Algeria has announced tighter state controls over online media, sparking alarm in the North African country, whose pro-democracy movement is under heightened pressure from the government.
President Abdelmadjid Tebboune's government, already accused of stifling free speech, this month published a new decree regulating electronic media in the online Official Gazette.
Among other things, it will force web-based Algerian media outlets to be based within the country and demand that they inform authorities of any "illegal content".
The new rules aim to combat "the misuse of this type of modern media" and the spread of "rumours, fake news and fake videos", said Communications Minister Ammar Belhimer.
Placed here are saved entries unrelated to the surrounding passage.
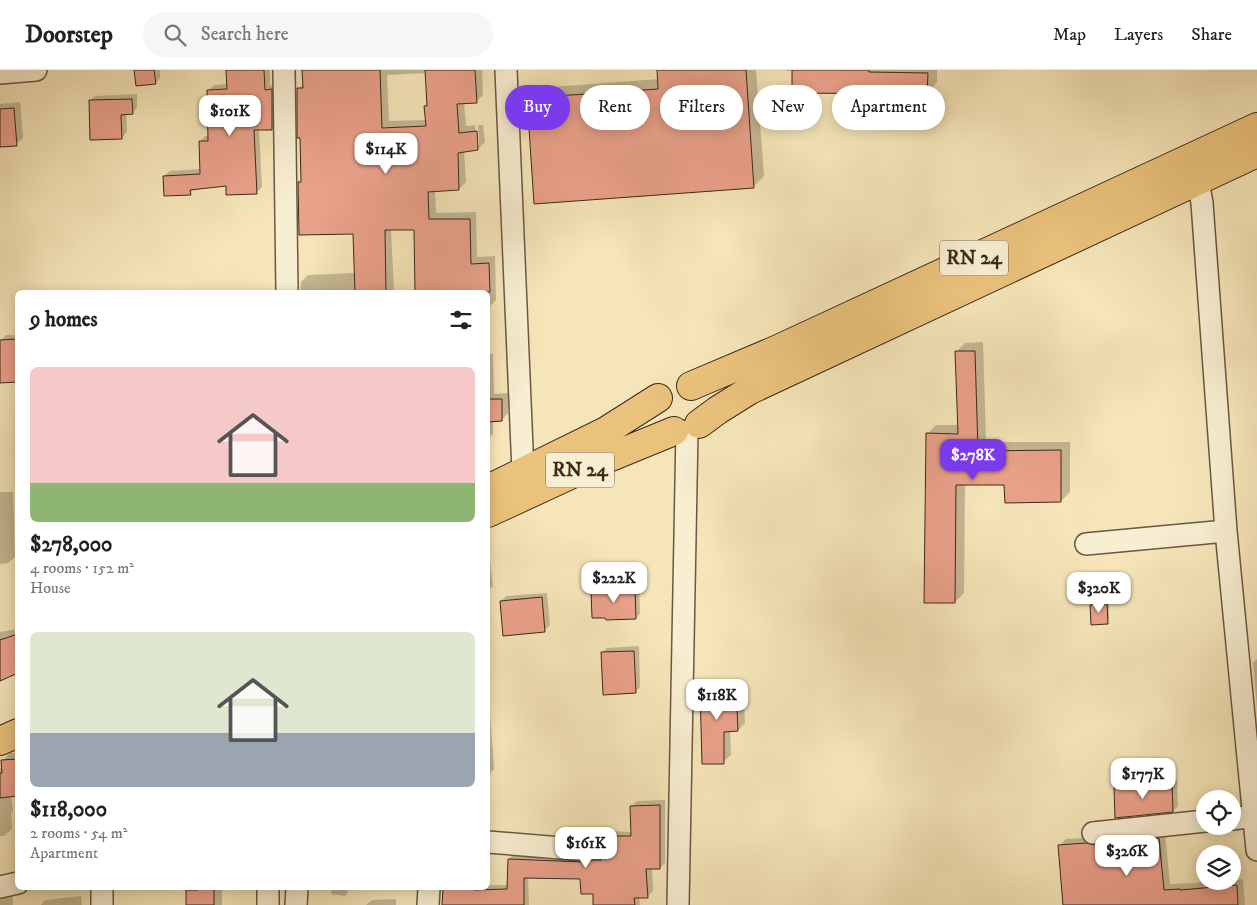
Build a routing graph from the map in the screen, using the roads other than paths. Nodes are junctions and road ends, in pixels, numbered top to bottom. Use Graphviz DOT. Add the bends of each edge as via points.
graph roads {
  1 [pos="36,70"];
  2 [pos="284,70"];
  3 [pos="506,70"];
  4 [pos="0,73"];
  5 [pos="1257,127"];
  6 [pos="1257,153"];
  7 [pos="1198,181"];
  8 [pos="287,290"];
  9 [pos="691,386"];
  10 [pos="658,398"];
  11 [pos="686,429"];
  12 [pos="523,472"];
  13 [pos="490,488"];
  14 [pos="490,512"];
  15 [pos="1226,532"];
  16 [pos="1086,544"];
  17 [pos="15,714"];
  18 [pos="0,721"];
  19 [pos="15,734"];
  20 [pos="0,741"];
  21 [pos="1254,816"];
  22 [pos="1241,818"];
  23 [pos="1196,823"];
  24 [pos="1093,833"];
  25 [pos="490,842"];
  26 [pos="1257,845"];
  27 [pos="585,850"];
  28 [pos="1257,850"];
  29 [pos="15,884"];
  30 [pos="0,887"];
  31 [pos="102,890"];
  32 [pos="268,890"];
  33 [pos="297,890"];
  34 [pos="428,890"];
  35 [pos="102,905"];
  36 [pos="268,905"];
  37 [pos="296,905"];
  38 [pos="428,905"];
  39 [pos="678,905"];
  1 -- 4 [label="street"];
  2 -- 8 [label="street"];
  3 -- 12 [label="street"];
  5 -- 9 [label="highway, RN 24" via="776,350"];
  6 -- 7 [label="highway, RN 24"];
  7 -- 11 [label="highway, RN 24" via="750,390"];
  7 -- 15 [label="street"];
  9 -- 10 [label="highway" via="668,387"];
  9 -- 11 [label="highway" via="704,403 704,411"];
  10 -- 11 [label="highway" via="657,414 666,428"];
  10 -- 12 [label="highway, RN 24" via="606,431"];
  11 -- 14 [label="highway, RN 24" via="596,463"];
  11 -- 39 [label="street"];
  12 -- 13 [label="highway, RN 24"];
  15 -- 16 [label="street"];
  15 -- 21 [label="street"];
  17 -- 18 [label="highway"];
  19 -- 20 [label="highway"];
  21 -- 22 [label="street"];
  21 -- 26 [label="street"];
  23 -- 24 [label="street"];
  25 -- 27 [label="street"];
  26 -- 28 [label="street"];
  29 -- 30 [label="street"];
  31 -- 35 [label="street"];
  32 -- 36 [label="street"];
  33 -- 37 [label="street"];
  34 -- 38 [label="street"];
}
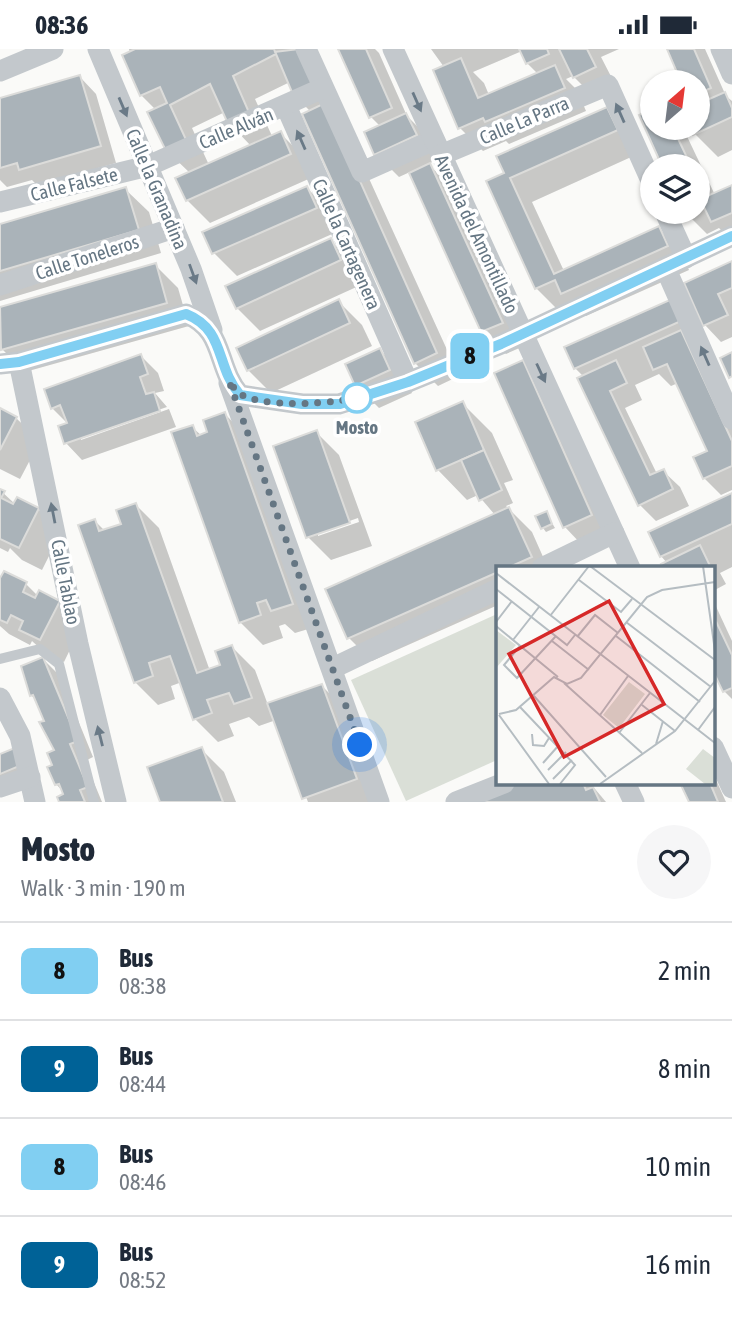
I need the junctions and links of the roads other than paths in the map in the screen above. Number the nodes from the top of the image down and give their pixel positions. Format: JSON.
{"nodes":[{"id":1,"x":52,"y":49,"type":"edge"},
{"id":2,"x":99,"y":49,"type":"edge"},
{"id":3,"x":306,"y":49,"type":"edge"},
{"id":4,"x":393,"y":49,"type":"edge"},
{"id":5,"x":720,"y":49,"type":"edge"},
{"id":6,"x":0,"y":71,"type":"edge"},
{"id":7,"x":732,"y":75,"type":"edge"},
{"id":8,"x":323,"y":88,"type":"junction"},
{"id":9,"x":286,"y":106,"type":"junction"},
{"id":10,"x":437,"y":148,"type":"junction"},
{"id":11,"x":640,"y":156,"type":"edge"},
{"id":12,"x":148,"y":166,"type":"junction"},
{"id":13,"x":0,"y":202,"type":"edge"},
{"id":14,"x":670,"y":224,"type":"edge"},
{"id":15,"x":174,"y":228,"type":"junction"},
{"id":16,"x":732,"y":236,"type":"edge"},
{"id":17,"x":686,"y":258,"type":"junction"},
{"id":18,"x":665,"y":267,"type":"junction"},
{"id":19,"x":0,"y":285,"type":"edge"},
{"id":20,"x":212,"y":330,"type":"junction"},
{"id":21,"x":522,"y":332,"type":"junction"},
{"id":22,"x":10,"y":363,"type":"edge"},
{"id":23,"x":229,"y":381,"type":"junction"},
{"id":24,"x":408,"y":382,"type":"junction"},
{"id":25,"x":732,"y":419,"type":"edge"},
{"id":26,"x":614,"y":533,"type":"junction"},
{"id":27,"x":546,"y":566,"type":"edge"},
{"id":28,"x":629,"y":566,"type":"edge"},
{"id":29,"x":496,"y":590,"type":"edge"},
{"id":30,"x":0,"y":659,"type":"edge"},
{"id":31,"x":333,"y":668,"type":"junction"},
{"id":32,"x":3,"y":711,"type":"edge"},
{"id":33,"x":714,"y":749,"type":"edge"},
{"id":34,"x":30,"y":777,"type":"junction"},
{"id":35,"x":499,"y":785,"type":"edge"},
{"id":36,"x":626,"y":785,"type":"edge"},
{"id":37,"x":0,"y":787,"type":"edge"},
{"id":38,"x":732,"y":788,"type":"edge"},
{"id":39,"x":35,"y":802,"type":"edge"},
{"id":40,"x":94,"y":802,"type":"edge"},
{"id":41,"x":116,"y":802,"type":"edge"},
{"id":42,"x":379,"y":802,"type":"edge"},
{"id":43,"x":456,"y":802,"type":"edge"},
{"id":44,"x":634,"y":802,"type":"edge"}],
"edges":[{"from":1,"to":6,"type":"street"},
{"from":2,"to":12,"type":"street","name":"Calle la Granadina","one_way":true},
{"from":3,"to":8,"type":"street"},
{"from":4,"to":10,"type":"street","name":"Avenida del Amontillado","one_way":true},
{"from":5,"to":7,"type":"street"},
{"from":8,"to":9,"type":"street","name":"Calle Alván"},
{"from":8,"to":10,"type":"street","name":"Calle La Parra"},
{"from":9,"to":12,"type":"street","name":"Calle Alván"},
{"from":24,"to":9,"type":"street","name":"Calle la Cartagenera","one_way":true},
{"from":11,"to":10,"type":"street","name":"Calle La Parra","one_way":true},
{"from":10,"to":21,"type":"street","name":"Avenida del Amontillado"},
{"from":12,"to":13,"type":"street","name":"Calle Falsete"},
{"from":12,"to":15,"type":"street","name":"Calle la Granadina"},
{"from":14,"to":17,"type":"street"},
{"from":15,"to":19,"type":"street","name":"Calle Toneleros"},
{"from":15,"to":20,"type":"street","name":"Calle la Granadina","one_way":true},
{"from":16,"to":17,"type":"street"},
{"from":17,"to":18,"type":"street"},
{"from":18,"to":21,"type":"street"},
{"from":25,"to":18,"type":"street","one_way":true},
{"from":20,"to":22,"type":"street"},
{"from":20,"to":23,"type":"street","name":"Calle la Granadina"},
{"from":21,"to":24,"type":"street"},
{"from":21,"to":26,"type":"street","name":"Avenida del Amontillado","one_way":true},
{"from":41,"to":22,"type":"street","name":"Calle Tablao","one_way":true},
{"from":23,"to":24,"type":"street"},
{"from":23,"to":31,"type":"street","name":"Calle la Granadina"},
{"from":26,"to":27,"type":"street"},
{"from":26,"to":28,"type":"street","name":"Avenida del Amontillado"},
{"from":29,"to":31,"type":"street"},
{"from":30,"to":40,"type":"lane"},
{"from":31,"to":42,"type":"street","name":"Calle la Granadina"},
{"from":32,"to":34,"type":"street"},
{"from":33,"to":38,"type":"street"},
{"from":34,"to":37,"type":"street"},
{"from":34,"to":39,"type":"street"},
{"from":35,"to":43,"type":"street"},
{"from":36,"to":44,"type":"street"}]}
The decree, which the minister – a former journalist – argues will protect Algeria and its armed forces against malicious attacks, has been decried by media professionals.
It amounts to "an absurd ban on an independent electronic press – this is another bad signal", journalist Said Djaafer wrote in an editorial on the website 24HDZ.
Online media has so far been "a free space that is technically and economically beyond the control of the authorities", said Hamdi Baala, a journalist at the Twala news site.
"With this decree, they want to get control over it."
The new rules, to be enforced over the next 12 months, come at a time when the Algerian government has put on trial or jailed a activists and journalists associated with the pro-democracy Hirak movement.
Hirak's mass demonstrations broke out early last year and forced long-time president Abdelaziz Bouteflika from power in April 2019.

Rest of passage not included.